Susan's Place Transgender Resources

Community Conversation => Transgender talk => Topic started by: missmacyrose on April 08, 2018, 09:51:38 AM

Title: In and out of the closet: A gay trans woman's tale
Post by: missmacyrose on April 08, 2018, 09:51:38 AM
From the time I was very young, I knew I was different. Even before I had the words to describe how I felt I knew it to be true. Some of my earliest memories date back to pre-school and kindergarten, when all the boys my age were playing with sticks and getting dirty, while I sat with the girls and played house. I recall being very sad when the teacher would do boy/girl activities and I wasn't allowed to join the girl side. But naturally, at such a young age, I didn't grasp the concept that these things were unusual, I just did what I enjoyed.

Fast forward a few years, at the age of 8,9, 10, things became harder. I had reached the age where playing with the girls had become something to be teased for, something that was different, weird. The gender binary had, even at that young age, begun to take a foothold in the lives of those around me. I knew what side I was expected to fall on. So I began to fall in line. I tried to hang out with the boys, tried to be one of them. I ignored my feelings because, I assured myself, they would go away. It was natural to feel these things but it didn't mean I wasn't a boy. I just had to try harder. Around this time I also dreamed frequently of becoming a girl, but in my mind I always justified it as a forced change- I was MADE a girl, it was against my will, I didn't want it. But the dreams continued, almost nightly.

Middle school came, and I had begun to look at girls as more than friends. I was reaching the age where desires begin to reveal themselves, as one approaches puberty. So why was I so scared? The thought of puberty, which seemed to excite my friends, terrified me. People told me my voice would get lower, that I would grow more, that I would start to grow hair in new places, and the thought repelled me in a way that I couldn't understand. So I ignored it.  Surely everyone must feel this way? My friends acted excited but I was certain they must be just as frightened as I was and just afraid to admit it. Again, my feelings were pushed down. But as the girls around me began to change, I started to notice. I thought about how lucky they were that they didn't have to shave their faces, how nice it must be to have such soft skin, how even as my male friends became bulkier and larger, they remained slim and slender. At this point I really began to wonder if there was something seriously wrong with me.

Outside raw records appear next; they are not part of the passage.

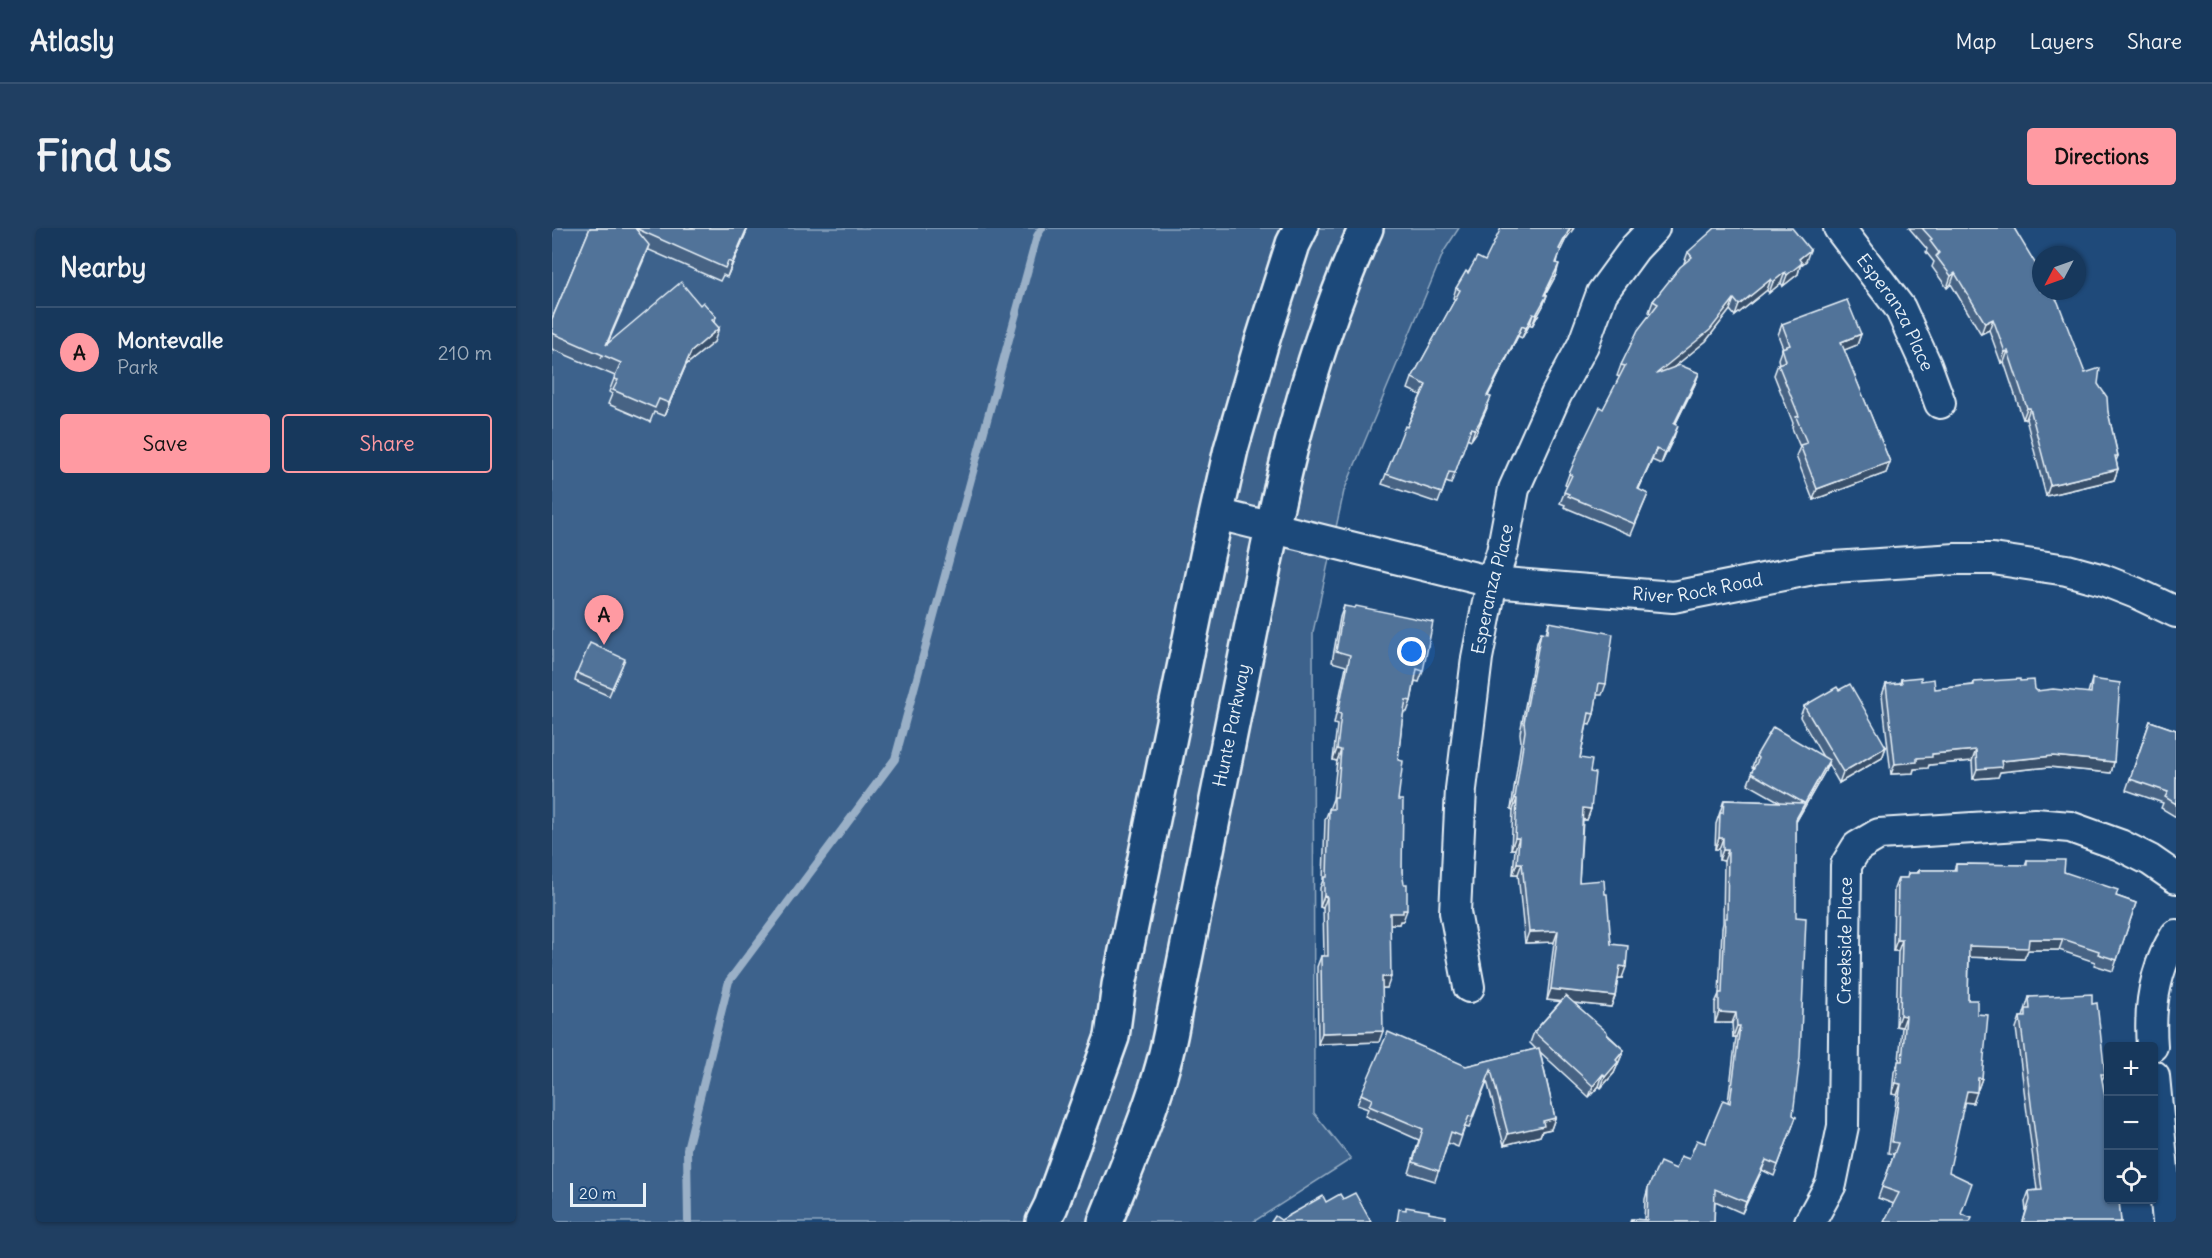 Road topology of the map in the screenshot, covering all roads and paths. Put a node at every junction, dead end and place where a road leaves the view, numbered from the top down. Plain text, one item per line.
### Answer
1 (1301, 228) edge
2 (1366, 228) edge
3 (1654, 228) edge
4 (1839, 228) edge
5 (1940, 403) dead end
6 (1216, 514) junction
7 (1272, 528) junction
8 (1492, 582) junction
9 (2176, 612) edge
10 (2176, 878) edge
11 (2176, 935) edge
12 (1469, 987) dead end
13 (2152, 1042) edge
14 (2156, 1096) edge
15 (1043, 1222) edge
16 (1106, 1222) edge
17 (1810, 1222) edge
18 (2168, 1222) edge

1 - 6 main road
2 - 7 main road, Hunte Parkway
3 - 8 street, Esperanza Place
4 - 5 street, Esperanza Place
6 - 7 street, River Rock Road
6 - 15 main road
7 - 8 street, River Rock Road
7 - 16 main road, Hunte Parkway
8 - 9 street, River Rock Road
8 - 12 street, Esperanza Place
10 - 17 street, Creekside Place
11 - 13 street
14 - 18 street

High school came, and with it my first crush on a girl. Finally I felt a little more sane, a little more normal. This must be what being a boy is, I thought. But every day as I saw girls, I would also see their clothes, their hair, their makeup, and I would think about it constantly. How do heels feel? Is that dress comfortable? I wonder what it's like to have hair that long? These are the thoughts that dominated my mind. When I began growing facial hair I immediately wanted to shave... convinced, naturally, that it was the act of shaving that I desired to feel more manly, not the hairlessness. Sophomore year I developed a crush on a different girl and fell into a pattern of toxic masculinity, becoming way to obsessed with her when she rejected my advances. I grew a beard. I started wearing suits, watching sports, anything to try and feel more like a man. I still didnt work out though. The thought of gaining muscle repulsed me on a primal level. Ironically around this time I also began sneaking into my mom's room and trying on her clothes when she wasn't home. I found that I was looking at girls clothes and their bodies equally. I also made my first openly gay friend. Internally, I began to think that I must be gay, that that must be why I looked at women's clothes like I did. So the summer after I graduated, I came out at gay. I didn't really enjoy male bodies, but I forced myself to look at them until I became numb to it in a way. I thought I had finally found my solution, so why was I still so unhappy?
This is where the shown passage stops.